Photograph of a person with light-colored skin and chin-length pink hair, wearing a black shirt and black overalls, standing on a rooftop with a city skyline in the background
Photograph of Sylvia Juliana Riveros, courtsey of the artist.

Sylvia Juliana Riveros is a documentary photographer, sociologist, and educator born and raised between Bogotá and the eastern plains of Colombia. Her work explores social and environmental justice issues, migration, and memory.

Sylvia seeks community-based ways to move from concern to action, exploring an affirmative approach to more-than-human and human rights. She loves building bridges with/across disciplines, traditional knowledge, and communities through Participatory Action Research (PAR) methodology and Transformative Art Media.

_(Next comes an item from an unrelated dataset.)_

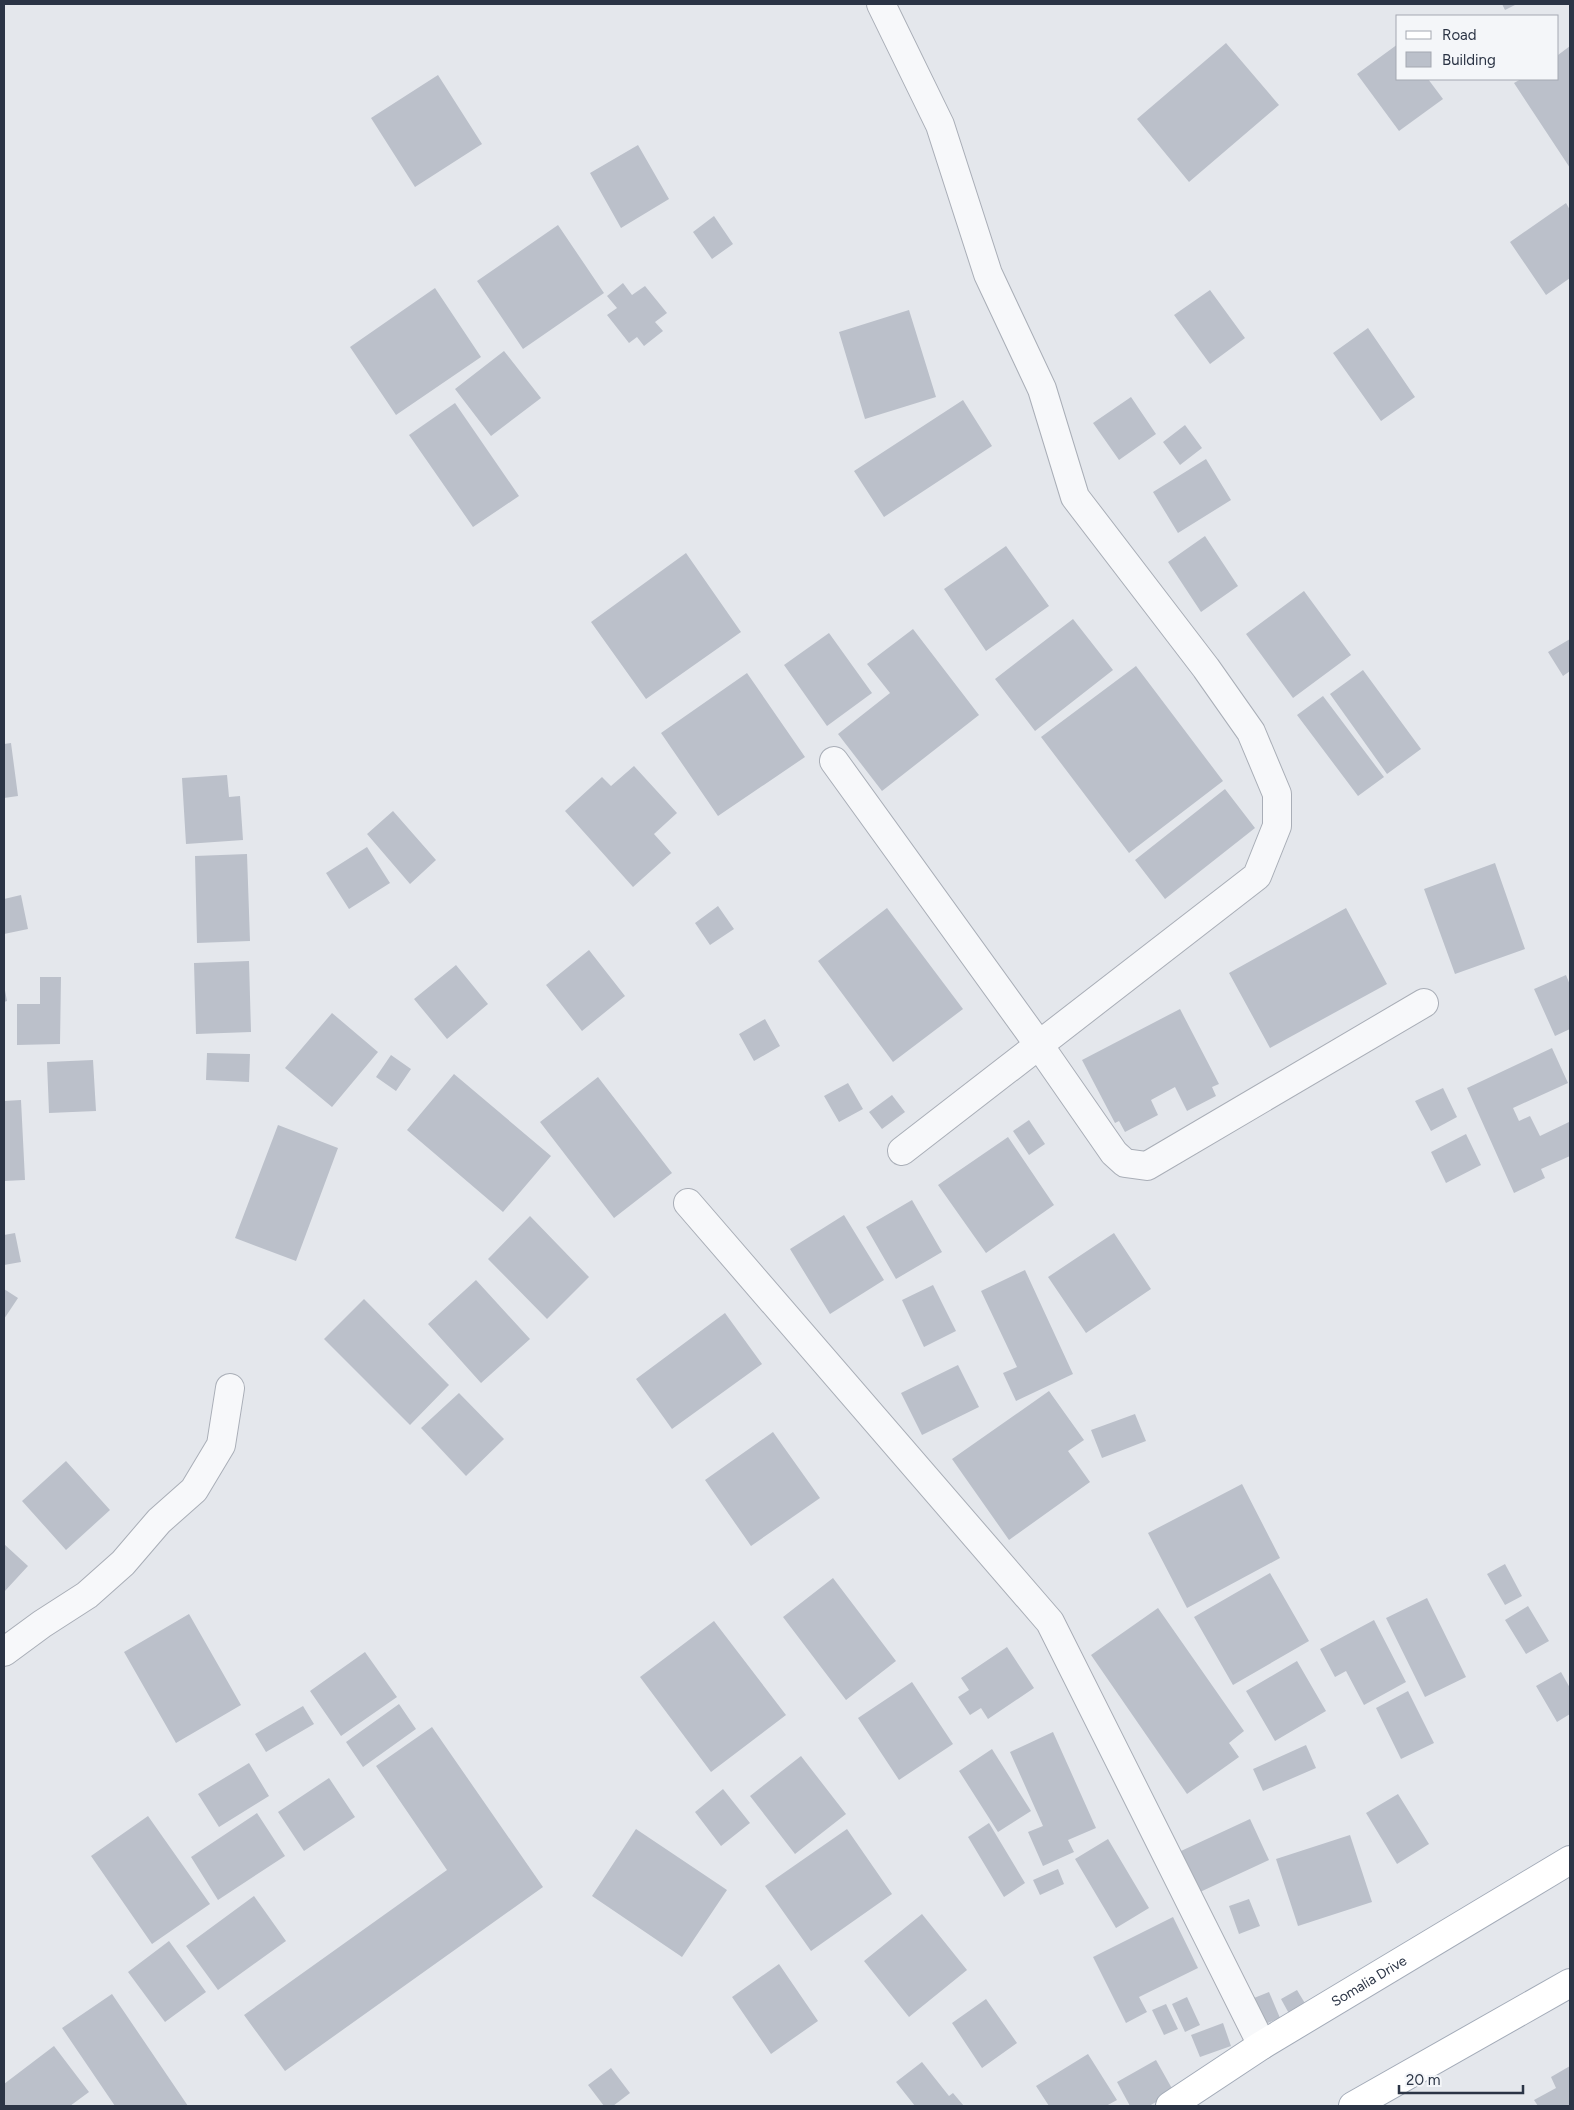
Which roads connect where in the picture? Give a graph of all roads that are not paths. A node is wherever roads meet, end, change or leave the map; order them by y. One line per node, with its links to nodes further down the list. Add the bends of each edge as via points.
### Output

Her project Introito, recorridos por la memoria, developed with the LGBTQ+ community, won the Crónica Fotográfica sobre la Vida Cotidiana de Bogotá award. *Eran los días8, her most recent ongoing project, is the MinCultura (Col) creation grant winner. In this project, she seeks to explore the recognition of the territory and the practices of being llanera/o through biographical photography and creative writing.

Sylvia is currently pursuing a master's degree in XE: Experimental Humanities & Social Engagement at New York University.